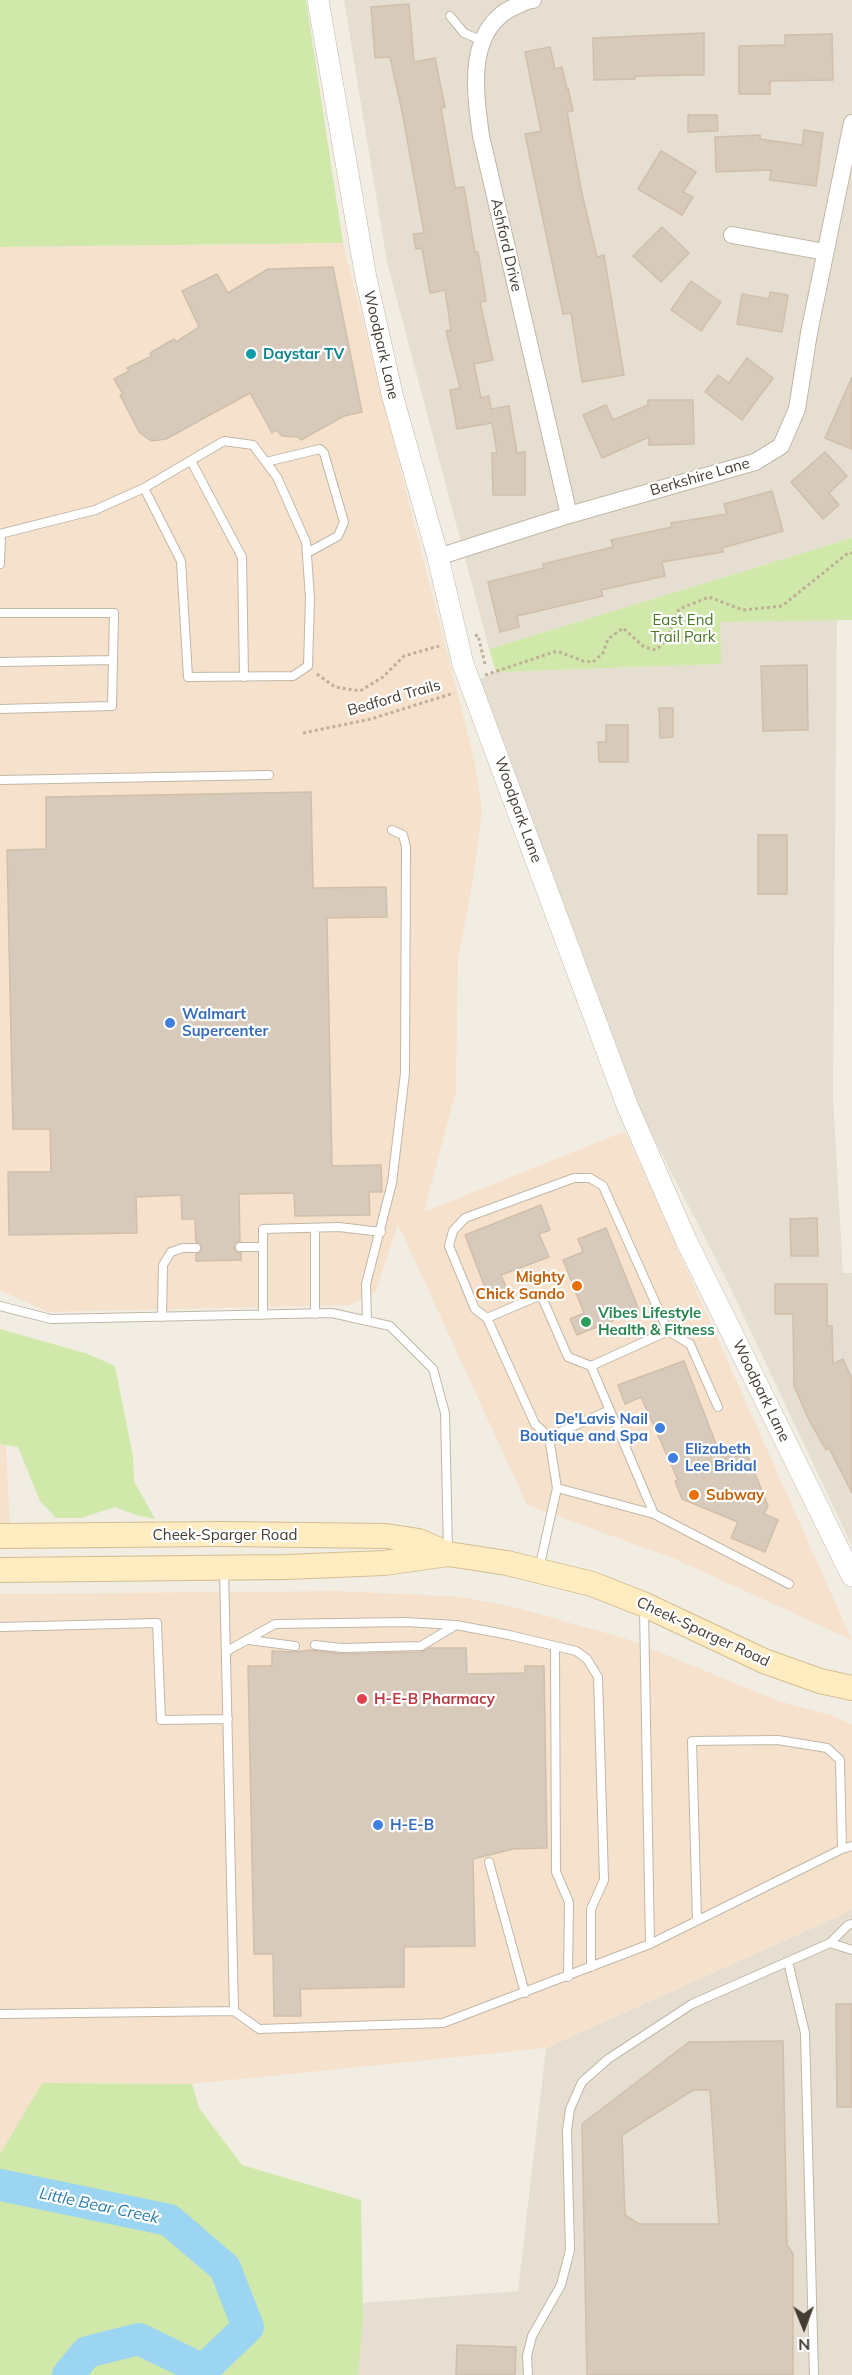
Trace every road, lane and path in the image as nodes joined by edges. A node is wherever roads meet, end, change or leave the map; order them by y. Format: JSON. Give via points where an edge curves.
{"nodes":[{"id":1,"x":318,"y":0,"type":"edge"},
{"id":2,"x":533,"y":0,"type":"edge"},
{"id":3,"x":450,"y":16,"type":"dead end"},
{"id":4,"x":483,"y":41,"type":"junction"},
{"id":5,"x":852,"y":123,"type":"edge"},
{"id":6,"x":732,"y":235,"type":"dead end"},
{"id":7,"x":825,"y":252,"type":"junction"},
{"id":8,"x":190,"y":461,"type":"junction"},
{"id":9,"x":266,"y":462,"type":"junction"},
{"id":10,"x":144,"y":488,"type":"junction"},
{"id":11,"x":569,"y":515,"type":"junction"},
{"id":12,"x":0,"y":534,"type":"edge"},
{"id":13,"x":307,"y":553,"type":"junction"},
{"id":14,"x":852,"y":553,"type":"edge"},
{"id":15,"x":438,"y":557,"type":"junction"},
{"id":16,"x":0,"y":564,"type":"edge"},
{"id":17,"x":0,"y":613,"type":"edge"},
{"id":18,"x":458,"y":642,"type":"junction"},
{"id":19,"x":113,"y":660,"type":"junction"},
{"id":20,"x":0,"y":662,"type":"edge"},
{"id":21,"x":308,"y":666,"type":"junction"},
{"id":22,"x":244,"y":676,"type":"junction"},
{"id":23,"x":479,"y":678,"type":"junction"},
{"id":24,"x":0,"y":709,"type":"edge"},
{"id":25,"x":303,"y":733,"type":"dead end"},
{"id":26,"x":269,"y":775,"type":"dead end"},
{"id":27,"x":0,"y":780,"type":"edge"},
{"id":28,"x":393,"y":830,"type":"dead end"},
{"id":29,"x":315,"y":1228,"type":"junction"},
{"id":30,"x":381,"y":1232,"type":"junction"},
{"id":31,"x":240,"y":1247,"type":"dead end"},
{"id":32,"x":263,"y":1247,"type":"junction"},
{"id":33,"x":196,"y":1248,"type":"dead end"},
{"id":34,"x":0,"y":1306,"type":"edge"},
{"id":35,"x":263,"y":1314,"type":"junction"},
{"id":36,"x":315,"y":1314,"type":"junction"},
{"id":37,"x":162,"y":1317,"type":"junction"},
{"id":38,"x":487,"y":1318,"type":"junction"},
{"id":39,"x":367,"y":1321,"type":"junction"},
{"id":40,"x":668,"y":1331,"type":"junction"},
{"id":41,"x":591,"y":1366,"type":"junction"},
{"id":42,"x":718,"y":1407,"type":"dead end"},
{"id":43,"x":610,"y":1410,"type":"junction"},
{"id":44,"x":549,"y":1437,"type":"junction"},
{"id":45,"x":558,"y":1488,"type":"junction"},
{"id":46,"x":654,"y":1515,"type":"junction"},
{"id":47,"x":223,"y":1534,"type":"junction"},
{"id":48,"x":0,"y":1536,"type":"edge"},
{"id":49,"x":26,"y":1536,"type":"junction"},
{"id":50,"x":448,"y":1554,"type":"junction"},
{"id":51,"x":224,"y":1568,"type":"junction"},
{"id":52,"x":28,"y":1569,"type":"junction"},
{"id":53,"x":0,"y":1570,"type":"edge"},
{"id":54,"x":539,"y":1570,"type":"junction"},
{"id":55,"x":852,"y":1576,"type":"edge"},
{"id":56,"x":789,"y":1584,"type":"dead end"},
{"id":57,"x":643,"y":1604,"type":"junction"},
{"id":58,"x":456,"y":1625,"type":"junction"},
{"id":59,"x":0,"y":1627,"type":"edge"},
{"id":60,"x":249,"y":1640,"type":"junction"},
{"id":61,"x":315,"y":1645,"type":"dead end"},
{"id":62,"x":295,"y":1646,"type":"dead end"},
{"id":63,"x":555,"y":1646,"type":"junction"},
{"id":64,"x":227,"y":1651,"type":"junction"},
{"id":65,"x":852,"y":1689,"type":"edge"},
{"id":66,"x":228,"y":1719,"type":"junction"},
{"id":67,"x":852,"y":1846,"type":"edge"},
{"id":68,"x":842,"y":1849,"type":"junction"},
{"id":69,"x":489,"y":1862,"type":"dead end"},
{"id":70,"x":697,"y":1920,"type":"junction"},
{"id":71,"x":852,"y":1924,"type":"edge"},
{"id":72,"x":830,"y":1943,"type":"junction"},
{"id":73,"x":650,"y":1944,"type":"junction"},
{"id":74,"x":852,"y":1950,"type":"edge"},
{"id":75,"x":788,"y":1962,"type":"junction"},
{"id":76,"x":591,"y":1967,"type":"junction"},
{"id":77,"x":568,"y":1977,"type":"junction"},
{"id":78,"x":525,"y":1993,"type":"junction"},
{"id":79,"x":234,"y":2011,"type":"junction"},
{"id":80,"x":0,"y":2014,"type":"edge"},
{"id":81,"x":528,"y":2375,"type":"edge"},
{"id":82,"x":814,"y":2375,"type":"edge"}],
"edges":[{"from":1,"to":15,"type":"street","name":"Woodpark Lane","via":[[366,278],[393,398]]},
{"from":2,"to":4,"type":"street","name":"Ashford Drive","via":[[502,12]]},
{"from":3,"to":4,"type":"lane","via":[[464,33]]},
{"from":4,"to":11,"type":"street","name":"Ashford Drive","via":[[475,89],[481,136]]},
{"from":5,"to":7,"type":"street","name":"Berkshire Lane"},
{"from":6,"to":7,"type":"street"},
{"from":7,"to":11,"type":"street","name":"Berkshire Lane","via":[[798,409],[781,446],[755,462]]},
{"from":8,"to":9,"type":"lane","via":[[224,441],[253,445]]},
{"from":8,"to":10,"type":"lane"},
{"from":8,"to":22,"type":"lane","via":[[242,557]]},
{"from":9,"to":13,"type":"lane","via":[[277,477],[306,542]]},
{"from":9,"to":13,"type":"lane","via":[[320,449],[324,453],[344,522],[338,536]]},
{"from":10,"to":12,"type":"lane","via":[[95,510]]},
{"from":10,"to":22,"type":"lane","via":[[181,561],[188,677]]},
{"from":11,"to":15,"type":"street","name":"Berkshire Lane"},
{"from":12,"to":16,"type":"lane"},
{"from":13,"to":21,"type":"lane"},
{"from":14,"to":23,"type":"path","name":"Bedford Trails","via":[[782,606],[743,610],[709,597],[679,609],[666,640],[656,650],[644,647],[623,628],[608,639],[603,653],[593,662],[556,651]]},
{"from":15,"to":18,"type":"street","name":"Woodpark Lane"},
{"from":17,"to":19,"type":"lane","via":[[114,613]]},
{"from":18,"to":21,"type":"path","name":"Bedford Trails","via":[[404,656],[383,677],[360,691],[335,687]]},
{"from":18,"to":23,"type":"street","name":"Woodpark Lane"},
{"from":18,"to":23,"type":"path","name":"Bedford Trails","via":[[478,635]]},
{"from":19,"to":20,"type":"lane"},
{"from":19,"to":24,"type":"lane","via":[[112,706]]},
{"from":21,"to":22,"type":"lane","via":[[293,676]]},
{"from":23,"to":25,"type":"path","name":"Bedford Trails","via":[[455,692],[372,719]]},
{"from":23,"to":55,"type":"street","name":"Woodpark Lane","via":[[627,1106],[685,1238]]},
{"from":26,"to":27,"type":"lane"},
{"from":28,"to":30,"type":"lane","via":[[403,835],[406,847],[405,1073],[392,1183]]},
{"from":29,"to":30,"type":"lane"},
{"from":29,"to":32,"type":"lane","via":[[263,1229]]},
{"from":29,"to":36,"type":"lane"},
{"from":30,"to":39,"type":"lane","via":[[366,1284]]},
{"from":31,"to":32,"type":"lane"},
{"from":32,"to":35,"type":"lane"},
{"from":33,"to":37,"type":"lane","via":[[171,1252],[162,1265]]},
{"from":34,"to":37,"type":"lane","via":[[51,1319]]},
{"from":35,"to":36,"type":"lane"},
{"from":35,"to":37,"type":"lane"},
{"from":36,"to":39,"type":"lane","via":[[332,1313]]},
{"from":38,"to":40,"type":"lane","via":[[475,1309],[449,1246],[453,1231],[465,1218],[574,1178],[590,1178],[603,1186]]},
{"from":38,"to":41,"type":"lane","via":[[541,1295],[568,1357]]},
{"from":38,"to":44,"type":"lane","via":[[535,1425]]},
{"from":39,"to":50,"type":"lane","via":[[390,1326],[433,1369],[445,1413]]},
{"from":40,"to":41,"type":"lane"},
{"from":40,"to":42,"type":"lane","via":[[690,1344]]},
{"from":41,"to":43,"type":"lane"},
{"from":43,"to":44,"type":"lane"},
{"from":43,"to":46,"type":"lane"},
{"from":44,"to":45,"type":"lane"},
{"from":45,"to":46,"type":"lane"},
{"from":45,"to":54,"type":"lane"},
{"from":46,"to":56,"type":"lane"},
{"from":47,"to":49,"type":"main road","name":"Cheek-Sparger Road"},
{"from":47,"to":50,"type":"main road","name":"Cheek-Sparger Road","via":[[387,1536],[419,1541]]},
{"from":47,"to":51,"type":"main road"},
{"from":48,"to":49,"type":"main road","name":"Cheek-Sparger Road"},
{"from":49,"to":52,"type":"main road"},
{"from":50,"to":51,"type":"main road","name":"Cheek-Sparger Road","via":[[384,1563]]},
{"from":50,"to":54,"type":"main road","name":"Cheek-Sparger Road"},
{"from":51,"to":52,"type":"main road","name":"Cheek-Sparger Road"},
{"from":51,"to":64,"type":"lane"},
{"from":52,"to":53,"type":"main road","name":"Cheek-Sparger Road"},
{"from":54,"to":57,"type":"main road","name":"Cheek-Sparger Road","via":[[592,1584]]},
{"from":57,"to":65,"type":"main road","name":"Cheek-Sparger Road","via":[[764,1661]]},
{"from":57,"to":73,"type":"lane"},
{"from":58,"to":60,"type":"lane","via":[[275,1624]]},
{"from":58,"to":61,"type":"lane","via":[[421,1646]]},
{"from":58,"to":63,"type":"lane"},
{"from":59,"to":66,"type":"lane","via":[[157,1623],[161,1720]]},
{"from":60,"to":62,"type":"lane"},
{"from":60,"to":64,"type":"lane"},
{"from":63,"to":76,"type":"lane","via":[[576,1651],[587,1659],[598,1677],[604,1880],[591,1910]]},
{"from":63,"to":77,"type":"lane","via":[[556,1872],[569,1902]]},
{"from":64,"to":66,"type":"lane"},
{"from":66,"to":79,"type":"lane"},
{"from":67,"to":68,"type":"lane"},
{"from":68,"to":70,"type":"lane"},
{"from":68,"to":70,"type":"lane","via":[[840,1760],[827,1748],[778,1740],[692,1741]]},
{"from":69,"to":78,"type":"lane"},
{"from":70,"to":73,"type":"lane"},
{"from":71,"to":72,"type":"lane"},
{"from":72,"to":74,"type":"lane"},
{"from":72,"to":75,"type":"lane"},
{"from":73,"to":76,"type":"lane"},
{"from":75,"to":81,"type":"lane","via":[[692,2004],[608,2059],[582,2082],[570,2109],[567,2130],[570,2250],[561,2285],[532,2336]]},
{"from":75,"to":82,"type":"lane","via":[[805,2033]]},
{"from":76,"to":77,"type":"lane"},
{"from":77,"to":78,"type":"lane"},
{"from":78,"to":79,"type":"lane","via":[[443,2023],[259,2029]]},
{"from":79,"to":80,"type":"lane"}]}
──────
(Aim of the exercise)
Which lines of the data contain the string "dead"? Copy each of them.

(Solution to this problem)
{"id":3,"x":450,"y":16,"type":"dead end"},
{"id":6,"x":732,"y":235,"type":"dead end"},
{"id":25,"x":303,"y":733,"type":"dead end"},
{"id":26,"x":269,"y":775,"type":"dead end"},
{"id":28,"x":393,"y":830,"type":"dead end"},
{"id":31,"x":240,"y":1247,"type":"dead end"},
{"id":33,"x":196,"y":1248,"type":"dead end"},
{"id":42,"x":718,"y":1407,"type":"dead end"},
{"id":56,"x":789,"y":1584,"type":"dead end"},
{"id":61,"x":315,"y":1645,"type":"dead end"},
{"id":62,"x":295,"y":1646,"type":"dead end"},
{"id":69,"x":489,"y":1862,"type":"dead end"},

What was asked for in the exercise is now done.